Work instructions. Could each record be written out again exactly as it stands?

[Collected data]
┄┄┄┄┄┄┄┄┄┄┄┄┄┄┄┄┄┄┄┄
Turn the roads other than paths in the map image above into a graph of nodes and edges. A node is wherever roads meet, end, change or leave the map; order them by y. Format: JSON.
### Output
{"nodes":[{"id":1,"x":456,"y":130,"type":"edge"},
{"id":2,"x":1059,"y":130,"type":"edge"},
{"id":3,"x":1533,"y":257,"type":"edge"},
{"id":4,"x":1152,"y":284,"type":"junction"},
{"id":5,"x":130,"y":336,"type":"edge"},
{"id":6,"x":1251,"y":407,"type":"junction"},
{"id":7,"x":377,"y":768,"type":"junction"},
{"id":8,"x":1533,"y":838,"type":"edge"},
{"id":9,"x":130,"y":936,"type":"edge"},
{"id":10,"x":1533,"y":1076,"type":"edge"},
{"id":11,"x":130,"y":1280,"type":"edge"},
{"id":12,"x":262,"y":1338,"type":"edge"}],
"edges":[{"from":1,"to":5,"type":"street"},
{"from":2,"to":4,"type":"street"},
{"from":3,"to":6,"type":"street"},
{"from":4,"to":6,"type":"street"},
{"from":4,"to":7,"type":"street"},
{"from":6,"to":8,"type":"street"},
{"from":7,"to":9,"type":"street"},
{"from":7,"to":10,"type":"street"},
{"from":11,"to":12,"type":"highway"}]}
┄┄┄┄┄┄┄┄┄┄┄┄┄┄┄┄┄┄┄┄
Result of the task.
Turn the roads other than paths in the map image above into a graph of nodes and edges. A node is wherever roads meet, end, change or leave the map; order them by y. Format: JSON.
### Output
{"nodes":[{"id":1,"x":456,"y":130,"type":"edge"},
{"id":2,"x":1059,"y":130,"type":"edge"},
{"id":3,"x":1533,"y":257,"type":"edge"},
{"id":4,"x":1152,"y":284,"type":"junction"},
{"id":5,"x":130,"y":336,"type":"edge"},
{"id":6,"x":1251,"y":407,"type":"junction"},
{"id":7,"x":377,"y":768,"type":"junction"},
{"id":8,"x":1533,"y":838,"type":"edge"},
{"id":9,"x":130,"y":936,"type":"edge"},
{"id":10,"x":1533,"y":1076,"type":"edge"},
{"id":11,"x":130,"y":1280,"type":"edge"},
{"id":12,"x":262,"y":1338,"type":"edge"}],
"edges":[{"from":1,"to":5,"type":"street"},
{"from":2,"to":4,"type":"street"},
{"from":3,"to":6,"type":"street"},
{"from":4,"to":6,"type":"street"},
{"from":4,"to":7,"type":"street"},
{"from":6,"to":8,"type":"street"},
{"from":7,"to":9,"type":"street"},
{"from":7,"to":10,"type":"street"},
{"from":11,"to":12,"type":"highway"}]}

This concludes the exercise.